[GIVEN RECORDS]
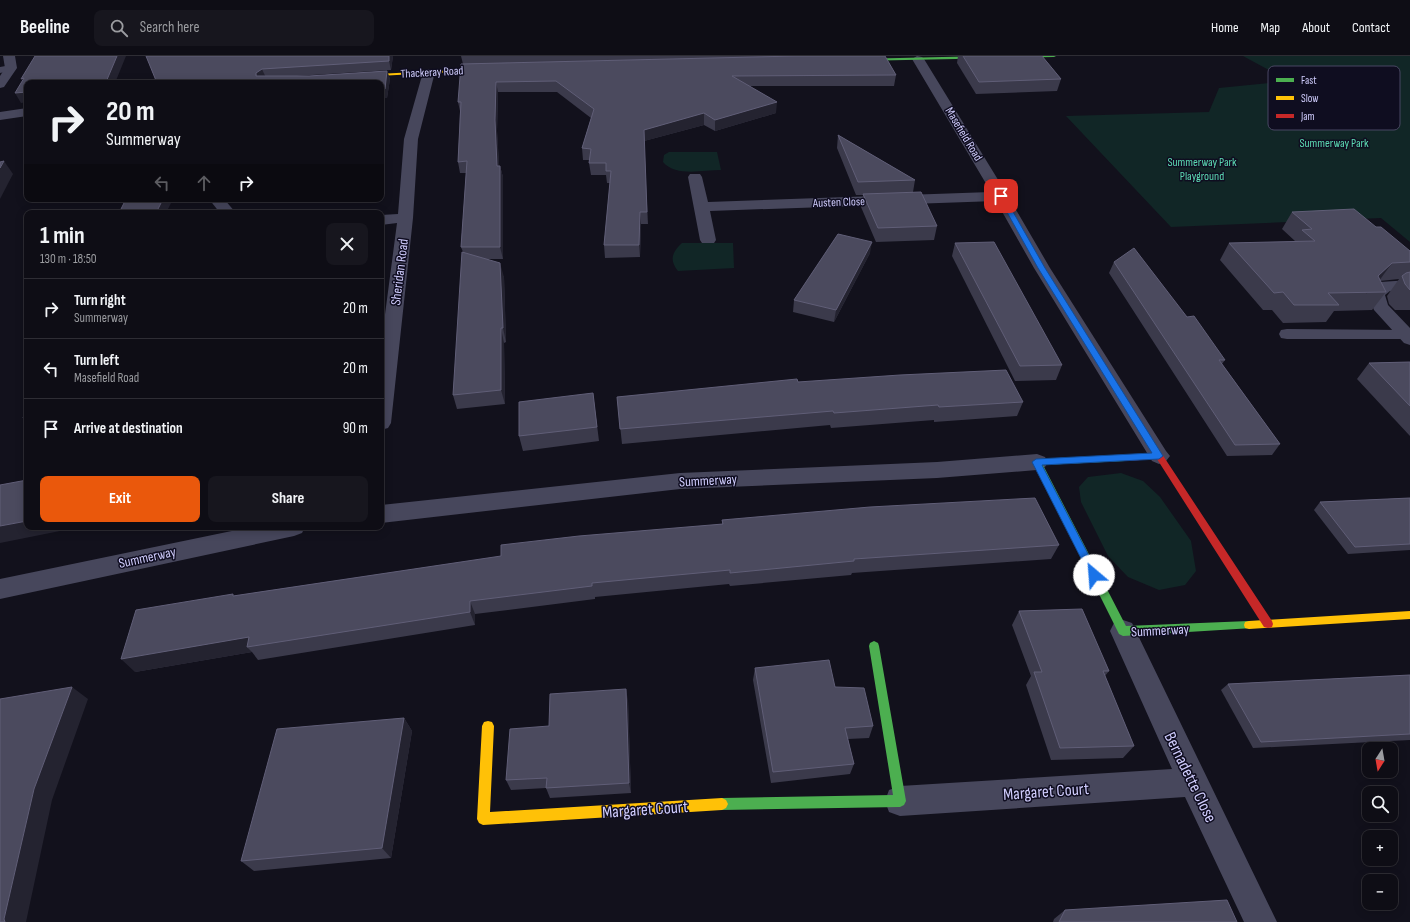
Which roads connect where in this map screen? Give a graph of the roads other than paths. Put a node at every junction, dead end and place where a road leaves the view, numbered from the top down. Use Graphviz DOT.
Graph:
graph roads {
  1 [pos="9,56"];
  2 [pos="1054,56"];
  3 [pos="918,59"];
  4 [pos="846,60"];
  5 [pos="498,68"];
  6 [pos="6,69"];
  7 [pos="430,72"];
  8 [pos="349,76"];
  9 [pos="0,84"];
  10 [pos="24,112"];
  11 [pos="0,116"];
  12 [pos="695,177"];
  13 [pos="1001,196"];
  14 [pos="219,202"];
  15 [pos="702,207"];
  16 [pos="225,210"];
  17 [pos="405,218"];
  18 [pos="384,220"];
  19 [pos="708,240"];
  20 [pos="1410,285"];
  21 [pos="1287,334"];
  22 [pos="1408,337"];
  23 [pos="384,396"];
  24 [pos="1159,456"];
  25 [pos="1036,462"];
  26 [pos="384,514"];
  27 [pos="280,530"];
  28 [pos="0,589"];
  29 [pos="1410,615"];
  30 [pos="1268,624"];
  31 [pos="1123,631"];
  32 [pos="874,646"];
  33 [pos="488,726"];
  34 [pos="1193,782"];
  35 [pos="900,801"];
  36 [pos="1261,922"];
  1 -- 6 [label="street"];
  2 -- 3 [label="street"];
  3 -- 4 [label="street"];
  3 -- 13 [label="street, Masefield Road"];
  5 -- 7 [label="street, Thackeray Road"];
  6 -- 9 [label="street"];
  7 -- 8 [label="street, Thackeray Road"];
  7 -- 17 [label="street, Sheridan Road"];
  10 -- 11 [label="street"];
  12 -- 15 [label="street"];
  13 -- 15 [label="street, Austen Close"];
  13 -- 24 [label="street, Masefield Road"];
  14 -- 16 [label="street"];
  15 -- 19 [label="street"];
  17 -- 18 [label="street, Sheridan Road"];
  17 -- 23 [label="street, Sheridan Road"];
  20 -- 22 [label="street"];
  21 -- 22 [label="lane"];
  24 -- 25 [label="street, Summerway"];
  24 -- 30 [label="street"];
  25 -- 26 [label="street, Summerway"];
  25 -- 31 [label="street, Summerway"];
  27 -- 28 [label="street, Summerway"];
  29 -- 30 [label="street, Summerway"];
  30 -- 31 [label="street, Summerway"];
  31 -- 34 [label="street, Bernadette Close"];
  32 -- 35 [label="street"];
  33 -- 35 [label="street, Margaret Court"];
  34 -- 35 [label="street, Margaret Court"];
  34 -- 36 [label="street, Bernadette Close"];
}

[WORK REQUEST] This task calls for the records to be copied exactly, without pictures.

[RESULT OF THIS TASK]
Which roads connect where in this map screen? Give a graph of the roads other than paths. Put a node at every junction, dead end and place where a road leaves the view, numbered from the top down. Use Graphviz DOT.
Graph:
graph roads {
  1 [pos="9,56"];
  2 [pos="1054,56"];
  3 [pos="918,59"];
  4 [pos="846,60"];
  5 [pos="498,68"];
  6 [pos="6,69"];
  7 [pos="430,72"];
  8 [pos="349,76"];
  9 [pos="0,84"];
  10 [pos="24,112"];
  11 [pos="0,116"];
  12 [pos="695,177"];
  13 [pos="1001,196"];
  14 [pos="219,202"];
  15 [pos="702,207"];
  16 [pos="225,210"];
  17 [pos="405,218"];
  18 [pos="384,220"];
  19 [pos="708,240"];
  20 [pos="1410,285"];
  21 [pos="1287,334"];
  22 [pos="1408,337"];
  23 [pos="384,396"];
  24 [pos="1159,456"];
  25 [pos="1036,462"];
  26 [pos="384,514"];
  27 [pos="280,530"];
  28 [pos="0,589"];
  29 [pos="1410,615"];
  30 [pos="1268,624"];
  31 [pos="1123,631"];
  32 [pos="874,646"];
  33 [pos="488,726"];
  34 [pos="1193,782"];
  35 [pos="900,801"];
  36 [pos="1261,922"];
  1 -- 6 [label="street"];
  2 -- 3 [label="street"];
  3 -- 4 [label="street"];
  3 -- 13 [label="street, Masefield Road"];
  5 -- 7 [label="street, Thackeray Road"];
  6 -- 9 [label="street"];
  7 -- 8 [label="street, Thackeray Road"];
  7 -- 17 [label="street, Sheridan Road"];
  10 -- 11 [label="street"];
  12 -- 15 [label="street"];
  13 -- 15 [label="street, Austen Close"];
  13 -- 24 [label="street, Masefield Road"];
  14 -- 16 [label="street"];
  15 -- 19 [label="street"];
  17 -- 18 [label="street, Sheridan Road"];
  17 -- 23 [label="street, Sheridan Road"];
  20 -- 22 [label="street"];
  21 -- 22 [label="lane"];
  24 -- 25 [label="street, Summerway"];
  24 -- 30 [label="street"];
  25 -- 26 [label="street, Summerway"];
  25 -- 31 [label="street, Summerway"];
  27 -- 28 [label="street, Summerway"];
  29 -- 30 [label="street, Summerway"];
  30 -- 31 [label="street, Summerway"];
  31 -- 34 [label="street, Bernadette Close"];
  32 -- 35 [label="street"];
  33 -- 35 [label="street, Margaret Court"];
  34 -- 35 [label="street, Margaret Court"];
  34 -- 36 [label="street, Bernadette Close"];
}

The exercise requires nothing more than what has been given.